EXERCISE: From the entries below, gather each line containing the word "Chase".

SUPPLIED DATA:
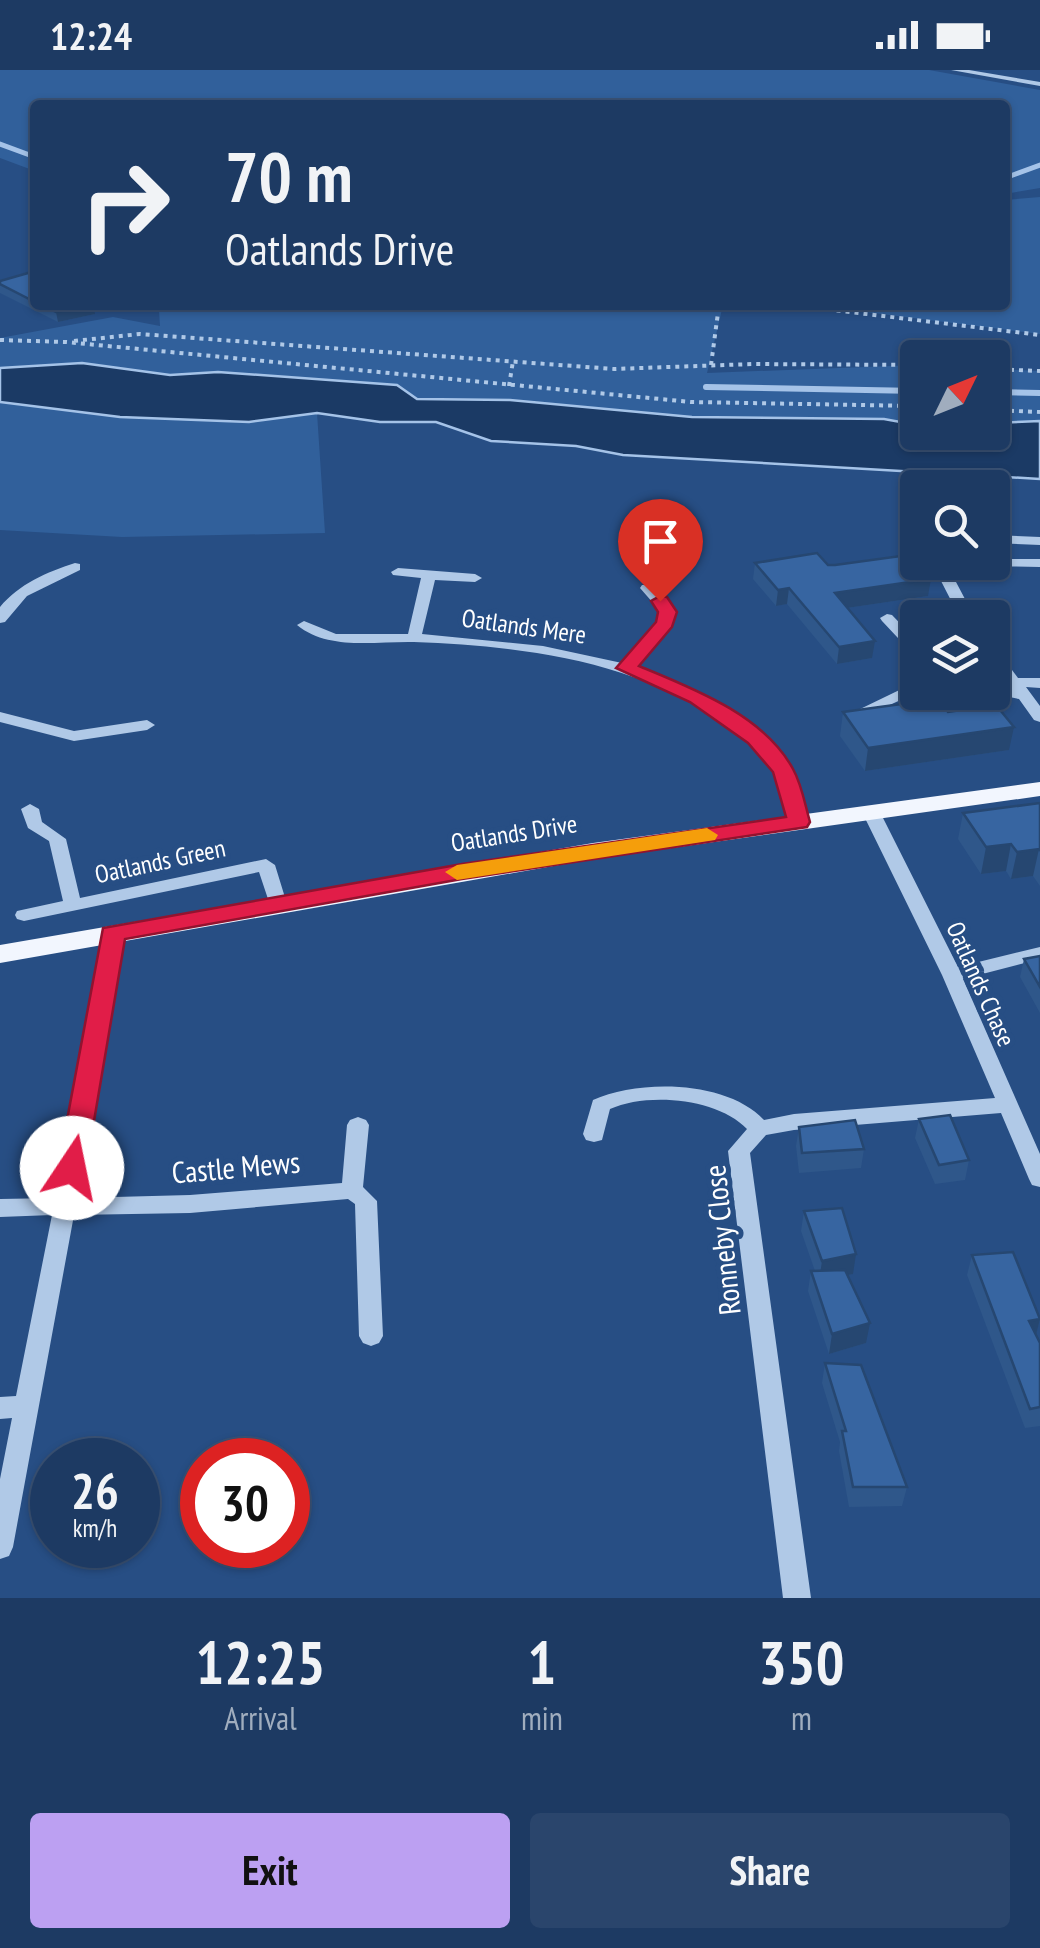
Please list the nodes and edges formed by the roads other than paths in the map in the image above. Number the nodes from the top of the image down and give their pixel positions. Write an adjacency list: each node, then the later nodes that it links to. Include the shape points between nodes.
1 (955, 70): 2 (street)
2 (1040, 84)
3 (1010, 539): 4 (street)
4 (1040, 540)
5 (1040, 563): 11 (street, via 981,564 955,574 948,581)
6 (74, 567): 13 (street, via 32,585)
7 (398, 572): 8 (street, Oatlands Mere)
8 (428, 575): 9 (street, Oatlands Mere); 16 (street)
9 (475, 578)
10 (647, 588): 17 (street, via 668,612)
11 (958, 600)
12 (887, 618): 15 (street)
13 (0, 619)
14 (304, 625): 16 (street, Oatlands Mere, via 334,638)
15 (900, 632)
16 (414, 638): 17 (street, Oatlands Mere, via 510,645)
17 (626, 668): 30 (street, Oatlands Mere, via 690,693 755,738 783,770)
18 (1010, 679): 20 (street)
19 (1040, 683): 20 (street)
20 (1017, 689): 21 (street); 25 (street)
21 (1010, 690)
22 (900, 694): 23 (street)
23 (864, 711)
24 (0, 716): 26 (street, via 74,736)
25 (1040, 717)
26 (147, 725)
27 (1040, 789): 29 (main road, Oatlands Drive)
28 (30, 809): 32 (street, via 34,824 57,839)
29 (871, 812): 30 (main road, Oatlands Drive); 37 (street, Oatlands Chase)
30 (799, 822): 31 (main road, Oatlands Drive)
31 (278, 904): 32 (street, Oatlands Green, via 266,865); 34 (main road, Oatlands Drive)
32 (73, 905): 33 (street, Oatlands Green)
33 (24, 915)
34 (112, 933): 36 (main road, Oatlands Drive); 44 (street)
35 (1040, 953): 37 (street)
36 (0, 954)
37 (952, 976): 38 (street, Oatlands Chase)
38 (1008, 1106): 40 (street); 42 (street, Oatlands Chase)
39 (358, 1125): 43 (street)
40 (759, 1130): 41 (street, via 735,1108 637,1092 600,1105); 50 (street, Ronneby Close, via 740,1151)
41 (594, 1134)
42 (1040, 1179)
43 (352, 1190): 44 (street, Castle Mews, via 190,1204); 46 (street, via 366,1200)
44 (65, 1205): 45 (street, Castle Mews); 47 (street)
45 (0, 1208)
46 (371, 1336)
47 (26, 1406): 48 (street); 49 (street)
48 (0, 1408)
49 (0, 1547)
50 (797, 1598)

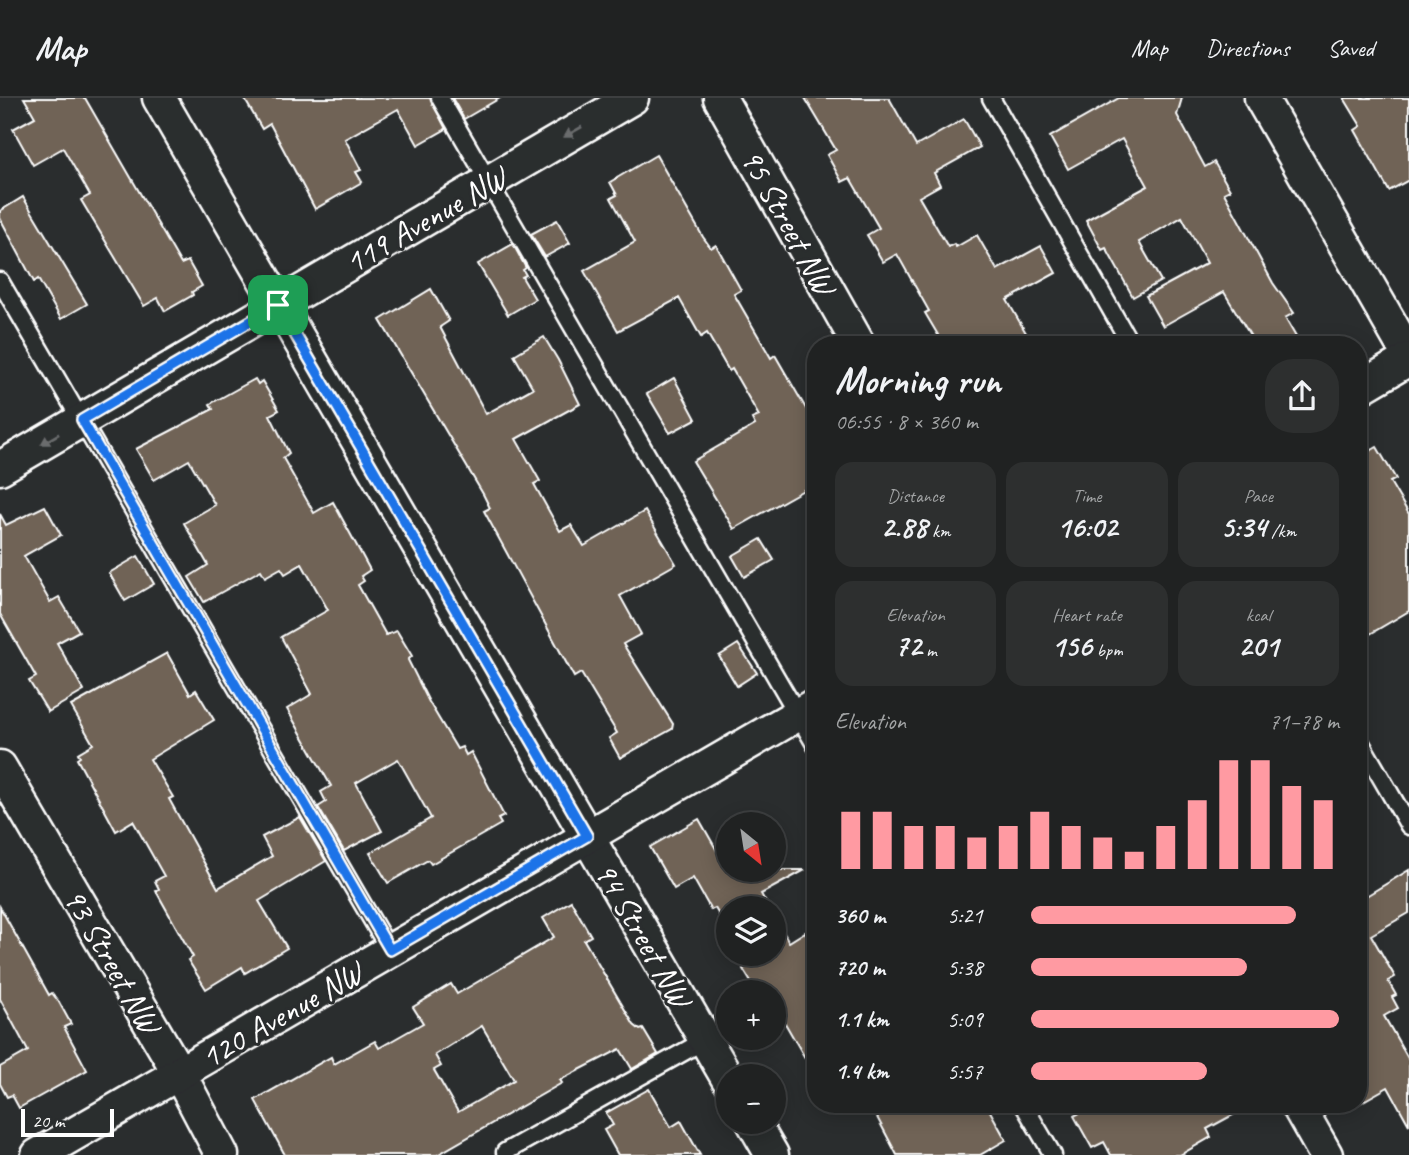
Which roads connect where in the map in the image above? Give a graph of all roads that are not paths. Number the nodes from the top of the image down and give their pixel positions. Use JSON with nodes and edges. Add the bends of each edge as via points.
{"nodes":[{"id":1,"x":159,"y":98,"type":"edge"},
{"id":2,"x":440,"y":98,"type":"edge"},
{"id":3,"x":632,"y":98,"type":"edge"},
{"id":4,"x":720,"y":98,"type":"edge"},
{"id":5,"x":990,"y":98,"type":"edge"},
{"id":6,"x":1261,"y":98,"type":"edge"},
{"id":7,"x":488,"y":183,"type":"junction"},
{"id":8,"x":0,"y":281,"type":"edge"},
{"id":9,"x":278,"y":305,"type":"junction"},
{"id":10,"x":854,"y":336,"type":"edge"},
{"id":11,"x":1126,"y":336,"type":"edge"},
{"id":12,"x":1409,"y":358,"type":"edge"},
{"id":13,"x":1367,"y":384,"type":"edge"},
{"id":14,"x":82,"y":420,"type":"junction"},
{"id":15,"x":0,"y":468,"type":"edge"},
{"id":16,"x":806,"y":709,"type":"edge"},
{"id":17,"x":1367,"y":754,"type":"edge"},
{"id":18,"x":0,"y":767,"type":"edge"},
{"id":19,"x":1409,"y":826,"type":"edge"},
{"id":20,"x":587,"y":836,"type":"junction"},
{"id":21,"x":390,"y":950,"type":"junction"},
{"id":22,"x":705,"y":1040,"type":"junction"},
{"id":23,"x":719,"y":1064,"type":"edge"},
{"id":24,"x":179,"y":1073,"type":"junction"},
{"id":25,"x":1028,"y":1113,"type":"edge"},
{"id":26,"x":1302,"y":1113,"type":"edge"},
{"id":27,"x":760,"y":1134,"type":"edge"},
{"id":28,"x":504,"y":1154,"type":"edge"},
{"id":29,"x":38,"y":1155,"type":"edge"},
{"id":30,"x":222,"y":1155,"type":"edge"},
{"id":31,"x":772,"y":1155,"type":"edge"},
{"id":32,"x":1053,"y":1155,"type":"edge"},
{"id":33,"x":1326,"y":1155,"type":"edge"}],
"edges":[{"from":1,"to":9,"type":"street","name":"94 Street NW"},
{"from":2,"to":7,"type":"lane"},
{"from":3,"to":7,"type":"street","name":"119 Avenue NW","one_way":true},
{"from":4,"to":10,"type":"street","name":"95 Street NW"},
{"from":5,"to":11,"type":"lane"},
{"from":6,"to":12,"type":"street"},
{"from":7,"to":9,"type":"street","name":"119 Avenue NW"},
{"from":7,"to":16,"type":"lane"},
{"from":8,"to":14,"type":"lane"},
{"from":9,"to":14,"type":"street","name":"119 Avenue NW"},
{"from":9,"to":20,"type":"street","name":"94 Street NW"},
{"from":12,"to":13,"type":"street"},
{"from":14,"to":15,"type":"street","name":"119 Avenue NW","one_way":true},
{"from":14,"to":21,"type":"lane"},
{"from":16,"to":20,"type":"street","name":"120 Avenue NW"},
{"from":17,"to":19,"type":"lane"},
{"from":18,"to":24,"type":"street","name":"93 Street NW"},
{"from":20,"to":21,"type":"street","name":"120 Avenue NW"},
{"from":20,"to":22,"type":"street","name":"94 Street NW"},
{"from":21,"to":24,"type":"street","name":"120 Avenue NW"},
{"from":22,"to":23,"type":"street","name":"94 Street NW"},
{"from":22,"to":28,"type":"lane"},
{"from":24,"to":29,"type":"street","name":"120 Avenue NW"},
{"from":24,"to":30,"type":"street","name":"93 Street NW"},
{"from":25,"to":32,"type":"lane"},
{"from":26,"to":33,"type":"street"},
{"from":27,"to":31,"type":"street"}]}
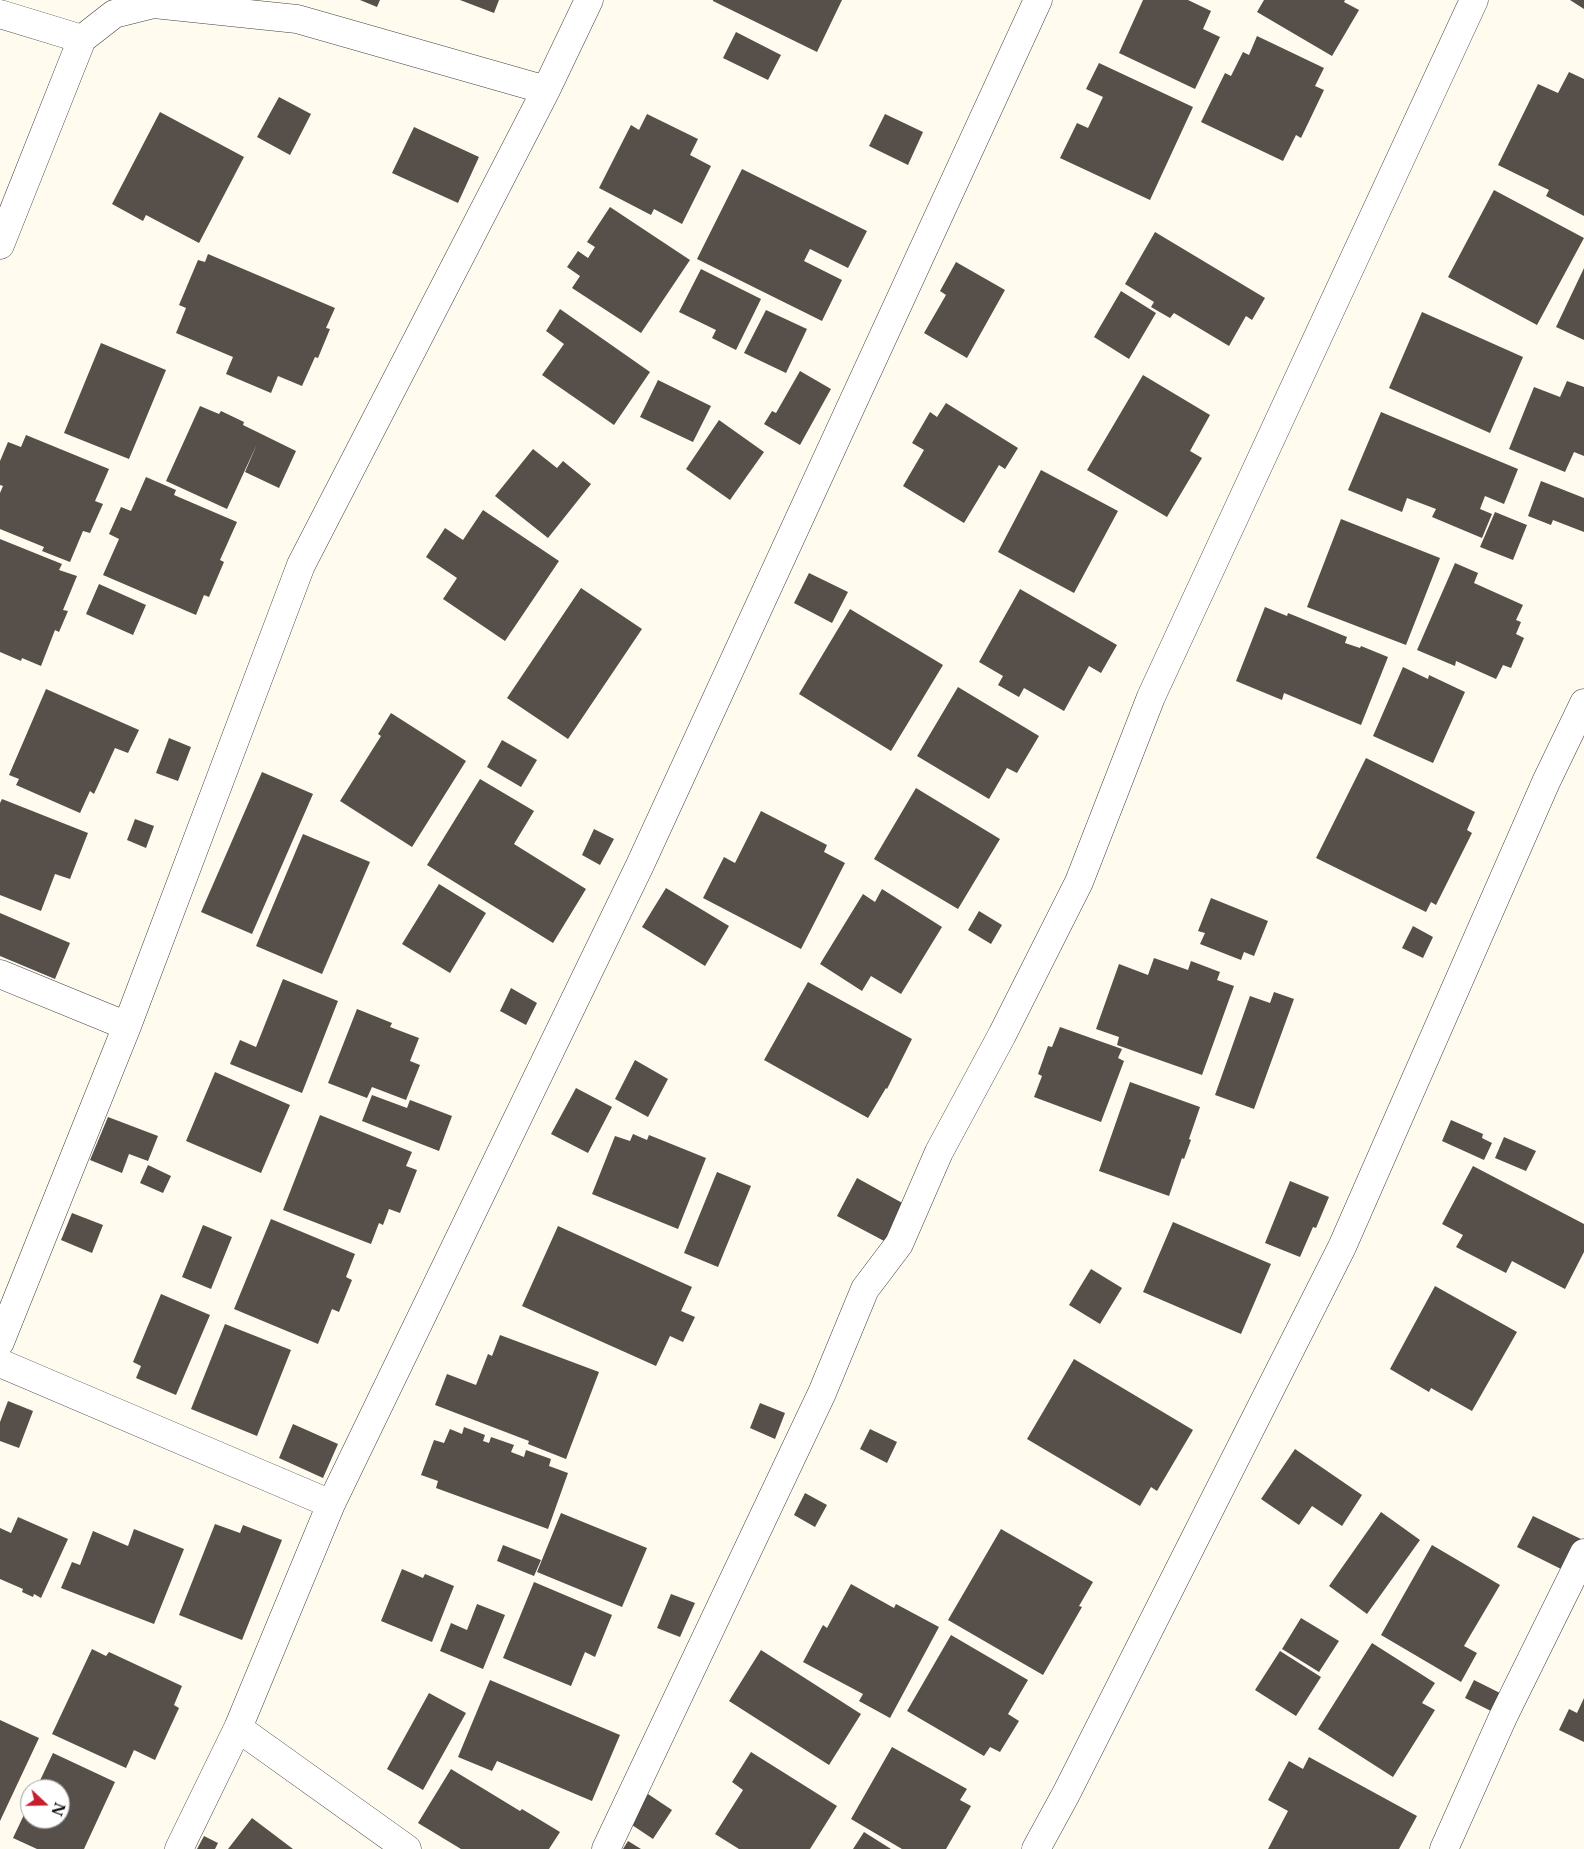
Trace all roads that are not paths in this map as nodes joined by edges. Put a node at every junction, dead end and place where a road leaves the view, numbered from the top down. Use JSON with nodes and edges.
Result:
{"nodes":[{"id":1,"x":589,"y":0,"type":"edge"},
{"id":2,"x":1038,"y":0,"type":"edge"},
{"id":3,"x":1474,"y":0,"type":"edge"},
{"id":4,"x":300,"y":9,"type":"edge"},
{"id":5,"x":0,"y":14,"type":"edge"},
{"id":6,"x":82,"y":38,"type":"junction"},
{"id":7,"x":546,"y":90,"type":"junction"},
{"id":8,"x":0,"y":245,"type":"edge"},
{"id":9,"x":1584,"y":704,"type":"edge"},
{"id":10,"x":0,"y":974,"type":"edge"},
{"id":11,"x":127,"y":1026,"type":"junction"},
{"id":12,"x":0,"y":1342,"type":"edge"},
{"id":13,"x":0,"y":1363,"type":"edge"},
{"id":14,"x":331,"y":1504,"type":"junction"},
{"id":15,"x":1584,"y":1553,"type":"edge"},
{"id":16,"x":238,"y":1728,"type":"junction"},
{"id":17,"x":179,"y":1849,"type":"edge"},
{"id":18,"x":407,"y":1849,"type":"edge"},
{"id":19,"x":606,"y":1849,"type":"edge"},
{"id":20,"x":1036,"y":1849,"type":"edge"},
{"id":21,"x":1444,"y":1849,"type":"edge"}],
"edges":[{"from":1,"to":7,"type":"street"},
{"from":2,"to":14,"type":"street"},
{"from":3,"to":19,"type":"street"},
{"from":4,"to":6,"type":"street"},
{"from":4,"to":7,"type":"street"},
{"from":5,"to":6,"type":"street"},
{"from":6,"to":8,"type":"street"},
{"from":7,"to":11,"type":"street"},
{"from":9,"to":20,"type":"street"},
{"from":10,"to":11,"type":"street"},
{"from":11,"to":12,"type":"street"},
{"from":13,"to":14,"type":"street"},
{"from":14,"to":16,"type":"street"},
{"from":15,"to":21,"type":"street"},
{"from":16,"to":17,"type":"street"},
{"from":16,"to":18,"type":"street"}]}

EXPECTED OUTPUT:
29 (871, 812): 30 (main road, Oatlands Drive); 37 (street, Oatlands Chase)
37 (952, 976): 38 (street, Oatlands Chase)
38 (1008, 1106): 40 (street); 42 (street, Oatlands Chase)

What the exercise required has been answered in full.